PROBLEM TO SOLVE
For each entry, repeat the text exactly and omit any picture it holds.

Start of RECORDED INFORMATION

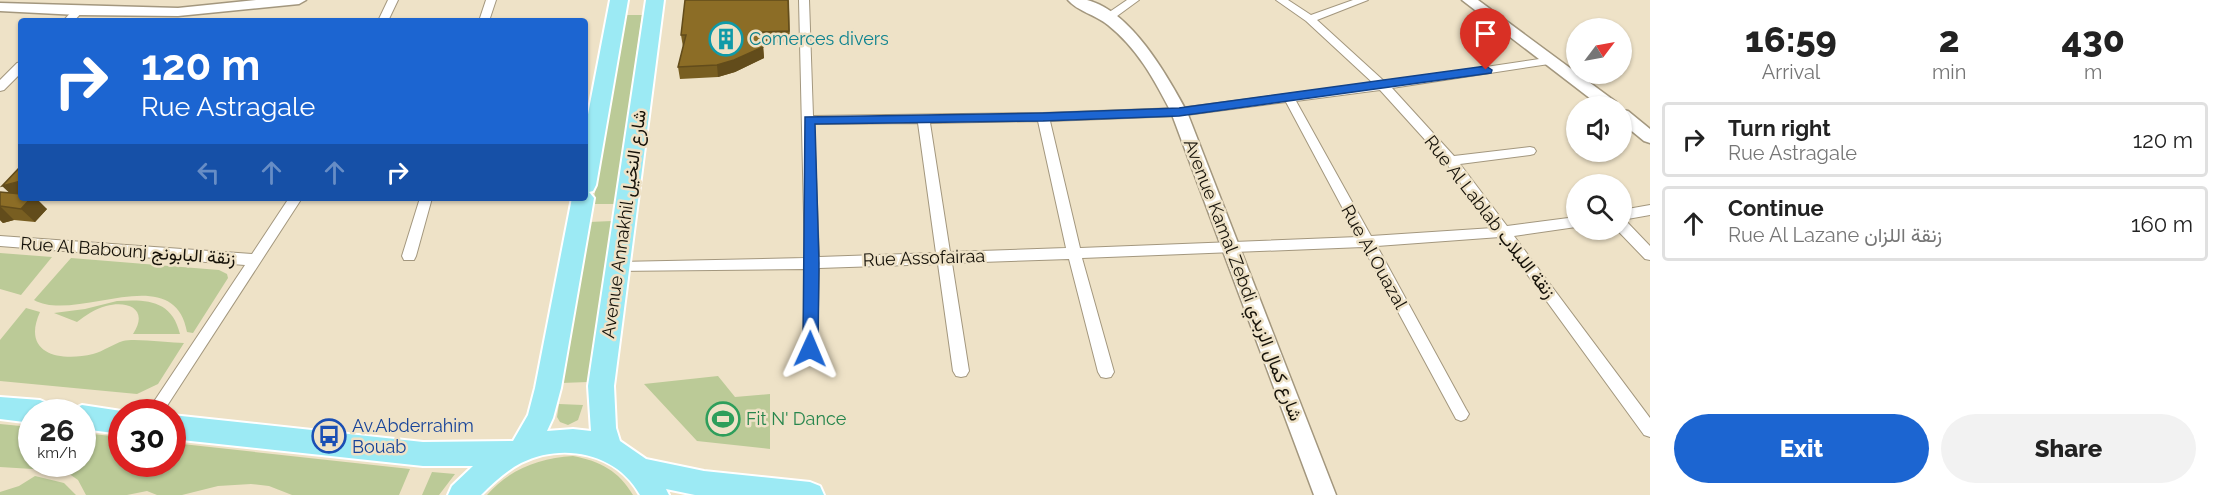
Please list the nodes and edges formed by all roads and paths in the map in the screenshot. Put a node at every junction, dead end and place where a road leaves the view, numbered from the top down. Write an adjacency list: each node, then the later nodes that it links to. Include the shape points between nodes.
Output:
1 (294, 0): 2 (street); 15 (street)
2 (299, 0)
3 (393, 0): 17 (street)
4 (491, 0): 18 (street)
5 (619, 0): 33 (main road)
6 (655, 0): 52 (main road, Avenue Annakhil شارع النخيل)
7 (804, 0): 29 (street)
8 (1075, 0): 16 (street, Avenue Kamal Zebdi شارع كمال الزبدي)
9 (1134, 0): 16 (street)
10 (1281, 0): 19 (street, Rue Al Lablab زنقة اللبلاب)
11 (1364, 0): 19 (street)
12 (1469, 0): 20 (street)
13 (0, 7): 14 (street)
14 (73, 16): 15 (street)
15 (175, 16)
16 (1109, 16): 26 (street, Avenue Kamal Zebdi شارع كمال الزبدي, via 1142,48)
17 (385, 18)
18 (485, 18)
19 (1310, 20): 22 (street, Rue Al Lablab زنقة اللبلاب)
20 (1549, 60): 22 (street); 24 (street)
21 (18, 69): 23 (street)
22 (1383, 86): 25 (street); 34 (street, Rue Al Lablab زنقة اللبلاب)
23 (0, 87)
24 (1597, 96)
25 (1289, 98): 26 (street); 44 (street, Rue Al Ouazal)
26 (1179, 112): 27 (street); 45 (street, Avenue Kamal Zebdi شارع كمال الزبدي)
27 (1043, 117): 28 (street); 46 (street)
28 (922, 118): 29 (street); 49 (street)
29 (809, 120): 51 (street)
30 (1632, 123): 31 (street)
31 (1650, 137)
32 (1530, 151): 34 (street)
33 (588, 154)
34 (1451, 161): 41 (street, Rue Al Lablab زنقة اللبلاب)
35 (294, 201): 50 (street)
36 (425, 201): 48 (street)
37 (582, 201): 63 (main road, via 548,388 540,418)
38 (1650, 210): 39 (street)
39 (1632, 213)
40 (1566, 223): 41 (street, Rue Assofairaa)
41 (1503, 232): 44 (street, Rue Assofairaa); 61 (street, Rue Al Lablab زنقة اللبلاب)
42 (1632, 236): 47 (street)
43 (0, 241): 50 (street, Rue Al Babounj زنقة البابونج)
44 (1366, 242): 45 (street, Rue Assofairaa); 59 (street, Rue Al Ouazal)
45 (1230, 246): 46 (street, Rue Assofairaa); 68 (street, Avenue Kamal Zebdi شارع كمال الزبدي)
46 (1074, 253): 49 (street, Rue Assofairaa); 55 (street)
47 (1650, 255)
48 (410, 256)
49 (943, 257): 51 (street, Rue Assofairaa); 54 (street)
50 (256, 260): 56 (street)
51 (812, 263): 52 (street, Rue Assofairaa); 53 (street)
52 (618, 267): 62 (main road, Avenue Annakhil شارع النخيل, via 602,386 603,428)
53 (810, 349)
54 (961, 371)
55 (1106, 372)
56 (163, 399)
57 (0, 408): 58 (main road)
58 (18, 410)
59 (1461, 414)
60 (186, 429): 63 (main road, via 423,454)
61 (1650, 430)
62 (608, 447): 63 (main road, via 582,440 553,441); 64 (main road)
63 (518, 452): 65 (main road, via 484,472)
64 (639, 470): 66 (main road); 67 (main road, via 704,484)
65 (462, 495)
66 (655, 495)
67 (810, 495)
68 (1325, 495)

End of RECORDED INFORMATION

ANSWER TO THE PROBLEM
Please list the nodes and edges formed by all roads and paths in the map in the screenshot. Put a node at every junction, dead end and place where a road leaves the view, numbered from the top down. Write an adjacency list: each node, then the later nodes that it links to. Include the shape points between nodes.
Output:
1 (294, 0): 2 (street); 15 (street)
2 (299, 0)
3 (393, 0): 17 (street)
4 (491, 0): 18 (street)
5 (619, 0): 33 (main road)
6 (655, 0): 52 (main road, Avenue Annakhil شارع النخيل)
7 (804, 0): 29 (street)
8 (1075, 0): 16 (street, Avenue Kamal Zebdi شارع كمال الزبدي)
9 (1134, 0): 16 (street)
10 (1281, 0): 19 (street, Rue Al Lablab زنقة اللبلاب)
11 (1364, 0): 19 (street)
12 (1469, 0): 20 (street)
13 (0, 7): 14 (street)
14 (73, 16): 15 (street)
15 (175, 16)
16 (1109, 16): 26 (street, Avenue Kamal Zebdi شارع كمال الزبدي, via 1142,48)
17 (385, 18)
18 (485, 18)
19 (1310, 20): 22 (street, Rue Al Lablab زنقة اللبلاب)
20 (1549, 60): 22 (street); 24 (street)
21 (18, 69): 23 (street)
22 (1383, 86): 25 (street); 34 (street, Rue Al Lablab زنقة اللبلاب)
23 (0, 87)
24 (1597, 96)
25 (1289, 98): 26 (street); 44 (street, Rue Al Ouazal)
26 (1179, 112): 27 (street); 45 (street, Avenue Kamal Zebdi شارع كمال الزبدي)
27 (1043, 117): 28 (street); 46 (street)
28 (922, 118): 29 (street); 49 (street)
29 (809, 120): 51 (street)
30 (1632, 123): 31 (street)
31 (1650, 137)
32 (1530, 151): 34 (street)
33 (588, 154)
34 (1451, 161): 41 (street, Rue Al Lablab زنقة اللبلاب)
35 (294, 201): 50 (street)
36 (425, 201): 48 (street)
37 (582, 201): 63 (main road, via 548,388 540,418)
38 (1650, 210): 39 (street)
39 (1632, 213)
40 (1566, 223): 41 (street, Rue Assofairaa)
41 (1503, 232): 44 (street, Rue Assofairaa); 61 (street, Rue Al Lablab زنقة اللبلاب)
42 (1632, 236): 47 (street)
43 (0, 241): 50 (street, Rue Al Babounj زنقة البابونج)
44 (1366, 242): 45 (street, Rue Assofairaa); 59 (street, Rue Al Ouazal)
45 (1230, 246): 46 (street, Rue Assofairaa); 68 (street, Avenue Kamal Zebdi شارع كمال الزبدي)
46 (1074, 253): 49 (street, Rue Assofairaa); 55 (street)
47 (1650, 255)
48 (410, 256)
49 (943, 257): 51 (street, Rue Assofairaa); 54 (street)
50 (256, 260): 56 (street)
51 (812, 263): 52 (street, Rue Assofairaa); 53 (street)
52 (618, 267): 62 (main road, Avenue Annakhil شارع النخيل, via 602,386 603,428)
53 (810, 349)
54 (961, 371)
55 (1106, 372)
56 (163, 399)
57 (0, 408): 58 (main road)
58 (18, 410)
59 (1461, 414)
60 (186, 429): 63 (main road, via 423,454)
61 (1650, 430)
62 (608, 447): 63 (main road, via 582,440 553,441); 64 (main road)
63 (518, 452): 65 (main road, via 484,472)
64 (639, 470): 66 (main road); 67 (main road, via 704,484)
65 (462, 495)
66 (655, 495)
67 (810, 495)
68 (1325, 495)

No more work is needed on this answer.